Manipulación política de la memoria
Carlos Rodríguez Braun
El nacionalismo, igual que la izquierda,
se ha destacado en nuestro país por su descarada manipulación de la
memoria. Como observó Renan en 1882: “El olvido, e incluso aseveraría
que el error histórico, son un factor esencial en la creación de una
nación”.
Para contrarrestar esta intoxicación, es recomendable el libro de David Rieff, Elogio del olvido. Las paradojas de la memoria histórica, publicado por Debate con una excelente traducción de Aurelio Major. Dijo Jacques Le Goff:
“la memoria solo busca rescatar el pasado para servir al presente y al
futuro”, con lo que Rieff concluye: “apenas sorprende que los ejercicios
colectivos de rememoración histórica se parezcan mucho más al mito, por
un lado, y a la propaganda política, por el otro, que a la historia, al menos a la historia entendida como disciplina académica”.

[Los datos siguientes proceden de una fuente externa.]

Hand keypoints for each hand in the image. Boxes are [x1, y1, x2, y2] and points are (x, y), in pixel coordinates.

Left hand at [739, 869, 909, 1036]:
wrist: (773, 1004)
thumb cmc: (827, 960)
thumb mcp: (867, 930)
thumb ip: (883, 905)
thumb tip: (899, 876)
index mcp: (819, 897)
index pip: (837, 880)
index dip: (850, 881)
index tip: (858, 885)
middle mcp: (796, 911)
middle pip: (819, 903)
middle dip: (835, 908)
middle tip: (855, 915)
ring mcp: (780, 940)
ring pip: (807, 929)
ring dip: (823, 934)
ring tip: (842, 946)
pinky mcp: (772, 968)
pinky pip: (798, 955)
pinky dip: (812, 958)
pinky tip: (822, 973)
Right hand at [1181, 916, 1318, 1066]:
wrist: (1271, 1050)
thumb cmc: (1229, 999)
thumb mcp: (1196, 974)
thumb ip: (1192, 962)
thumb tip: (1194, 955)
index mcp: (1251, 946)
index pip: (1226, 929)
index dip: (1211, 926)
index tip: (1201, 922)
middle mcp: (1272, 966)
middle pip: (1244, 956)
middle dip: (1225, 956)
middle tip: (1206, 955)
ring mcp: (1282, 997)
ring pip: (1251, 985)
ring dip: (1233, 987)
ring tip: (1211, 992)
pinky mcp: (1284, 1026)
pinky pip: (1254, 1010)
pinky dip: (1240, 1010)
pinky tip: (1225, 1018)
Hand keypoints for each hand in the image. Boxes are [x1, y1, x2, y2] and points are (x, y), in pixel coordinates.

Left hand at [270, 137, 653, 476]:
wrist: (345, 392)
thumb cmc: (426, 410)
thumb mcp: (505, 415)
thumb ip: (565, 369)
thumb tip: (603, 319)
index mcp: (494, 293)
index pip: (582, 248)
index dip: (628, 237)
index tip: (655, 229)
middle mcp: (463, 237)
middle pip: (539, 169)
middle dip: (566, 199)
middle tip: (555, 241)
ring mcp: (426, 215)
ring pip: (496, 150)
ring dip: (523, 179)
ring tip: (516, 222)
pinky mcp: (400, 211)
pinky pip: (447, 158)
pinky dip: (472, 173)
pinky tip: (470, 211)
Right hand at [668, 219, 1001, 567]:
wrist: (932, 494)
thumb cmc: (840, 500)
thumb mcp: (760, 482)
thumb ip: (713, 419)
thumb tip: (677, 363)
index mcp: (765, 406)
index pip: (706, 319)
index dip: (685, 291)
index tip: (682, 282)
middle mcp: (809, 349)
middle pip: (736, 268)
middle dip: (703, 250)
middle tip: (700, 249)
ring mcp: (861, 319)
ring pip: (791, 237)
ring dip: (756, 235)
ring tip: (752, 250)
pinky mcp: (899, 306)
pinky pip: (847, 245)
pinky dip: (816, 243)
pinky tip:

Según Timothy Garton Ash, una persona sin memoria es
un niño y “una comunidad política nacional o de otra especie sin
memoria con toda probabilidad será infantil”. Para Rieff, en cambio,
“sobran las razones que respaldan el argumento contrario: en muchos
lugares del mundo no es la renuncia sino el apego a la memoria la causa
aparente de que las sociedades sean inmaduras. Y en las sociedades
acechadas por un peligro efectivo de fragmentación o algo peor invocar
determinados recuerdos a veces puede obrar el mismo efecto nada menos
que el proverbial grito de ¡fuego! en un teatro abarrotado”.
Avisa el autor con acierto del peligro de que la memoria sea “una
especie de moralidad”, con lo que conviene moverse, como dijo Todorov,
entre “la sacralización y la banalización del pasado, entre servir los
propios intereses e impartir lecciones morales a los otros”.
Por desgracia, hemos copiado a Francia, un país
donde memoria “ha adquirido un significado tan amplio e inclusivo que se
tiende a utilizarla simple y llanamente como sustituto de historia”.
Pero dado que “la apropiación de la historia por parte de la memoria es
también la apropiación de la historia por parte de la política”, el
resultado es “un mundo donde la función esencial de la memoria colectiva
es la legitimación de un criterio particular y un programa político y
social, y la deslegitimación de los opositores ideológicos”.
Al poner la ley al servicio de la historia ignoramos que la llamada
memoria de algo no es lo que la gente recuerda sino “la rememoración
colectiva de gente que no lo presenció, sino que le fue transmitido por
crónicas familiares o, más probablemente en esta era de la aceleración, a
través de intermediarios como el Estado”.
Hemos visto en España repetidamente esta “sospechosa
pretensión intelectual, en tanto que libera a los que se creen
agraviados de discernir entre los que en verdad los han agraviado y los
que nada hicieron, o no hicieron lo suficiente, para prevenir que el
agravio sucediera, y una pretensión peligrosa, social y políticamente, a
pesar de sus buenas intenciones”. Y qué diríamos de las malas.
Este artículo fue publicado originalmente en La Razón (España) el 14 de noviembre de 2017.